PS: Oficina de Concertos Gerais e Poesia: quem parte e reparte e não fica com a melhor parte, ou é tolo ou não tem arte.

15 comentários

  1. Verdadeiro Poder

    O texto descreve bem a existência de um poder por trás da democracia, do voto e da constituição.

    Não há poder popular, este é apenas tolerado e tutelado, para manter as aparências e continuar caminhando pelo caminho traçado pelos verdadeiros donos do poder. A classe política é sustentada pelo poder econômico-financeiro via corrupção e pelo financiamento de campanhas.

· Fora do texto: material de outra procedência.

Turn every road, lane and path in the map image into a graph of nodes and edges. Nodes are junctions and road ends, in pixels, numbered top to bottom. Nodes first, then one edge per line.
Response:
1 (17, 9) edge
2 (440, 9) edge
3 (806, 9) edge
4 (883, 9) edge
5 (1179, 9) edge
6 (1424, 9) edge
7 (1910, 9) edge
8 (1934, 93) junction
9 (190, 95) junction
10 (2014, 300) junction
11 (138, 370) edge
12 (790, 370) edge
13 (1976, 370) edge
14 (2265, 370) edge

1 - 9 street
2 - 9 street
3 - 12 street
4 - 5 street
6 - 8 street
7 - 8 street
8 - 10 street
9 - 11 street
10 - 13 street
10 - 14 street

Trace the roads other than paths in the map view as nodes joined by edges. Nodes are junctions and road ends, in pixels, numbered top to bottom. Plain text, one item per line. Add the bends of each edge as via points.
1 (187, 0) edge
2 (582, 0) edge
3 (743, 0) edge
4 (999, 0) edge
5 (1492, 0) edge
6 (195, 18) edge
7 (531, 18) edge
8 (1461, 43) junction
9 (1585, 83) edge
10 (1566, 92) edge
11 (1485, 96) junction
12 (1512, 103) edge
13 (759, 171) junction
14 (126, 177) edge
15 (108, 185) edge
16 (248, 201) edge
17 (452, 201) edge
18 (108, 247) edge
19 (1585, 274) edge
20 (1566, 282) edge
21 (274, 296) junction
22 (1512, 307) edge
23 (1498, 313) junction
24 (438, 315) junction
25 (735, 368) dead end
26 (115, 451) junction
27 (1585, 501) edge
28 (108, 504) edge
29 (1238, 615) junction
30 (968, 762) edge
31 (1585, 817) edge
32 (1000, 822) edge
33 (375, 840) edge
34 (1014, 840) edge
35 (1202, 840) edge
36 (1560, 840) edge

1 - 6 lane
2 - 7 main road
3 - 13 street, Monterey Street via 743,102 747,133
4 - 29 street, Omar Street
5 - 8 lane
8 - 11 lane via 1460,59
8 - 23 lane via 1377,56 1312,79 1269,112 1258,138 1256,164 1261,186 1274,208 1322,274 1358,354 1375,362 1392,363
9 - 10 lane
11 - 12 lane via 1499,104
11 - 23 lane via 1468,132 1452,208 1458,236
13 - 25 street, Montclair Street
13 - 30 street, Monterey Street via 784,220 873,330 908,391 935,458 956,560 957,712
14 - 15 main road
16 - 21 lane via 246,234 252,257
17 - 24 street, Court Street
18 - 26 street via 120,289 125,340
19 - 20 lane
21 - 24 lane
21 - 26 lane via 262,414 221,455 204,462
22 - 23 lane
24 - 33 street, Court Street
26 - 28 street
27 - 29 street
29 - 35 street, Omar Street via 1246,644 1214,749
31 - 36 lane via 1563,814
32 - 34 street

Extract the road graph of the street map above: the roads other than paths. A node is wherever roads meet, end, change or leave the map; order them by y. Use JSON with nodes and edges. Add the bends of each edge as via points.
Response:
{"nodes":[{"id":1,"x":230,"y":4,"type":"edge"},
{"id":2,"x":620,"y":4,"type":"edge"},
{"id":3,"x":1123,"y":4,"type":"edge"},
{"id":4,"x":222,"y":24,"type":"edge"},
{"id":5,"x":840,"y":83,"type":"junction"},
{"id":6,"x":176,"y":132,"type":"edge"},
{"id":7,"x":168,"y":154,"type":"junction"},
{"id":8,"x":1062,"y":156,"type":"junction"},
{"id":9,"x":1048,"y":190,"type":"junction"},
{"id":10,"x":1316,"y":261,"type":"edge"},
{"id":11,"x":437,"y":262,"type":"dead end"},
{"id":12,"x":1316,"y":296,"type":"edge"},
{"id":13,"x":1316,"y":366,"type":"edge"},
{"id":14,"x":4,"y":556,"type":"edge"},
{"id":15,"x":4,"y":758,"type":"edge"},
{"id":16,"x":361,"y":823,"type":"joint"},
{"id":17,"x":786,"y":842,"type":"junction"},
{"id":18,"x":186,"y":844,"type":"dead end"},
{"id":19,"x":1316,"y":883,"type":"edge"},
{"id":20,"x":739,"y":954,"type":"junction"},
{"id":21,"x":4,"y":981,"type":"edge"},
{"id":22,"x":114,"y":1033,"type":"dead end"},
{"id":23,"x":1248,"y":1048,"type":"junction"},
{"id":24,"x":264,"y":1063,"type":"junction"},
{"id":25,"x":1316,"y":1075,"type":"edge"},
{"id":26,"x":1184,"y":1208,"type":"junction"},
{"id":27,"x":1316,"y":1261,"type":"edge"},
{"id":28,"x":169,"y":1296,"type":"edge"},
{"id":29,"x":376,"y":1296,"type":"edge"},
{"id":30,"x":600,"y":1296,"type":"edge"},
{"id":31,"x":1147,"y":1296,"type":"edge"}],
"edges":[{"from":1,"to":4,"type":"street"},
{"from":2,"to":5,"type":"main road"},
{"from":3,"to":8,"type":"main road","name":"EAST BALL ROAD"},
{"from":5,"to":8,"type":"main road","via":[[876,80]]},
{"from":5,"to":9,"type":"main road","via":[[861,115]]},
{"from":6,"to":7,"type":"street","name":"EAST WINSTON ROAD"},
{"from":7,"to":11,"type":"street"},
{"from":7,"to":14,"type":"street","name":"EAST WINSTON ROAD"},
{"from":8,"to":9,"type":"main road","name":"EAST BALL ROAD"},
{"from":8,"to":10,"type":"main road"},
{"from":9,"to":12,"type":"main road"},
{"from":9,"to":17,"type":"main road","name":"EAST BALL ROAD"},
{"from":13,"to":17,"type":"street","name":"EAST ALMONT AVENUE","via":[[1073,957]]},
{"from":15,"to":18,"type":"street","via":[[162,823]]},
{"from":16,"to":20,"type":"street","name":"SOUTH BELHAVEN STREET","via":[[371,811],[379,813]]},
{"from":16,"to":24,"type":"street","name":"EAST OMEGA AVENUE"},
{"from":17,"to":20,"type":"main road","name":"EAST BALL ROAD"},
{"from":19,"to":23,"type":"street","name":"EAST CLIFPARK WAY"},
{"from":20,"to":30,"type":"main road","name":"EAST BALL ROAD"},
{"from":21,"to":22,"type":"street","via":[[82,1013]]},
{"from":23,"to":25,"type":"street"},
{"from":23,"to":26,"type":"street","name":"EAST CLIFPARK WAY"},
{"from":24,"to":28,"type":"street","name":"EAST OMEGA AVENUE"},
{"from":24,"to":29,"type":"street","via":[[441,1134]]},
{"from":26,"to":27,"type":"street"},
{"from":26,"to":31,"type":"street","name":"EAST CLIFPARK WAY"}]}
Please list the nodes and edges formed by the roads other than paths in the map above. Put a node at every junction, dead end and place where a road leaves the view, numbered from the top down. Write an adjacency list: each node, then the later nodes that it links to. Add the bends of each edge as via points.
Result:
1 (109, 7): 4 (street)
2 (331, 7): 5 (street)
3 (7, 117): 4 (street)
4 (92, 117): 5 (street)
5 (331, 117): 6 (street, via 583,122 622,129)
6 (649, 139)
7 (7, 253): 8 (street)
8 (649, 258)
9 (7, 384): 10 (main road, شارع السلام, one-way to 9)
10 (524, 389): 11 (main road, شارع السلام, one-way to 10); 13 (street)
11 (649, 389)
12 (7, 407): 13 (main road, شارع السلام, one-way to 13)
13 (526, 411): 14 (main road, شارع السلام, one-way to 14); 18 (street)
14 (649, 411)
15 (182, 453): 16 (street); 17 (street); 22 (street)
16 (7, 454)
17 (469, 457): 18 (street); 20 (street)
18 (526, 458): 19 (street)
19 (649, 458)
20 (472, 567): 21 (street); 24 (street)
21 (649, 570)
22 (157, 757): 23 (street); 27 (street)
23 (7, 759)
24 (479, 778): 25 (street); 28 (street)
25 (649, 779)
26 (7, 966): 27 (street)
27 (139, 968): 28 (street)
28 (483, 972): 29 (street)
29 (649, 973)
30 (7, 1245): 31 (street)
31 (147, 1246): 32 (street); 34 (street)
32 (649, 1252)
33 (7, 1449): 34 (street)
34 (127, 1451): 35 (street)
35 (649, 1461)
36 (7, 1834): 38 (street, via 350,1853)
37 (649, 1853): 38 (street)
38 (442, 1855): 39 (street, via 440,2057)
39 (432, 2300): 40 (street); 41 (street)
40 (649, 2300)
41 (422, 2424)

Também é tutelada e alienada a camada de cima do funcionalismo público, incluindo MPF, PF, BC e Judiciário.

    A classe política ficou intoxicada de tanta falsa democracia turbinada pelo poder, gerando dezenas de novos partidos políticos e de bancadas, uma verdadeira torre de babel.

    A grande mídia vive graças ao poder financeiro, sendo a ele submissa e dirigida.

    Lula foi tolerado e tutelado. Teve que fazer uma “carta aos brasileiros” prometendo que não iria reestatizar a VALE e etc. Os governos do PT tiveram que conviver com a participação de partidos de sustentação e tampar o nariz. Dilma tentou quebrar essa relação e se deu mal. Hoje Lula acorda disposto a fazer diferente, a fechar a Globo, a reestatizar as empresas, mas, agora irão prendê-lo para não poder fazer aquilo.

    Hoje é o Temer no Palácio, que poderia ter sido o Maia ou qualquer um, até o Eduardo Cunha. A democracia foi sucateada, desgastada, rasparam o fundo da panela e temos hoje apenas a última base ou camada de tinta, de onde aparece o verdadeiro poder que manda no Brasil e no mundo.

    Se houve um lado positivo em tudo isso foi a queda da máscara da falsa democracia que vivíamos no Brasil, como numa caverna de Platão, com poderes ocultos que já não estão mais tão ocultos assim. Hoje as bandeiras são bastante claras e específicas. Hoje é o espírito do Brizola quem deve nortear esta caminhada. Brizola foi quem levantou este assunto e lutou contra isso na sua vida toda, contra as “perdas internacionais” que a mídia colocava no ridículo, mas que hoje aparecem sem mais nenhuma máscara.

    Requião e outros, assim como o PT, naturalmente caminham agora com a bandeira nacionalista e do desenvolvimento social. O poder econômico tenta prender Lula, a mídia bota cortinas de fumaça com assuntos de pedofilia e de gay, para gerar polemicas de distração (caça-bobos) e tirar votos da esquerda e evitar que setores de costumes mais religiosas, familiares e conservadoras apoiem a causa nacionalista.

    Pelo menos, hoje temos o jogo claro e sabemos exatamente o que fazer. Lula já soube, e saiu a caminhar pelo Brasil.

    O verdadeiro poder está nu!

  2. Está cabalmente provado então

    Está cabalmente provado então que quem tem o poder no brasil não são os políticos e muito menos o povo.

    Quem manda e desmanda são aqueles 1 ou 2% de endinheirados que tem o poder de fato. Os outros 4% se devem àqueles que pensam que tem poder.

    Os outros 94%? 

    Ora, que se fodam.

  3. O povo Brasileiro é uma MERDA

    O povo Brasileiro é uma MERDA !!! É um povo, VIL, CANALHA e COVARDE !!!

    Conversava sábado no Detran com um sujeito revoltado com pobres ganahando de graça um aparelho para converter a TV analógica para sinal digital. Nossa classe média baixa, tem inveja de pobre !!!

    Povinho de merda e canalha !!! Tudo o que está acontecendo é pouco perto do que merecemos !!!

    • O povo somos nozes… infelizmente

      Sempre que eu ouvia essa frase, ingenuamente corrigia: “O povo somos nós… nós somos parte do povo… quem diz que o povo é burro, ou está admitindo a própria burrice, ou é elitista e se vê acima do povo”.

      Depois de julho de 2013 eu, sinceramente, não me identifico mais com o povo desse país. Eu pensava que nosso fracasso era culpa do colonialismo e da falta de auto-estima… 

      Hoje eu vejo que a resposta é mais simplista mesmo: SOMOS BURROS! FATO CONSUMADO E INDISCUTÍVEL!!!

      EU TENHO VERGONHA DESSE POVO E DESSE PAÍS… NÃO VEJO FUTURO ALGUM EM NOSSO HORIZONTE.

      Educação não resolve… a classe-média, que é mais educada, se mostra pior que a classe-baixa… 

      Juízes, imprensa, policiais, médicos, atores… que bando de idiotas!!! É impossível sair na rua, pegar um ônibus, ir em algum lugar público, sem perder a fé na humanidade por completo… que merda de país!

      O jeito é virar um hermitão… viver isolado dessa zona… aposto que muita gente deve estar fazendo essa escolha.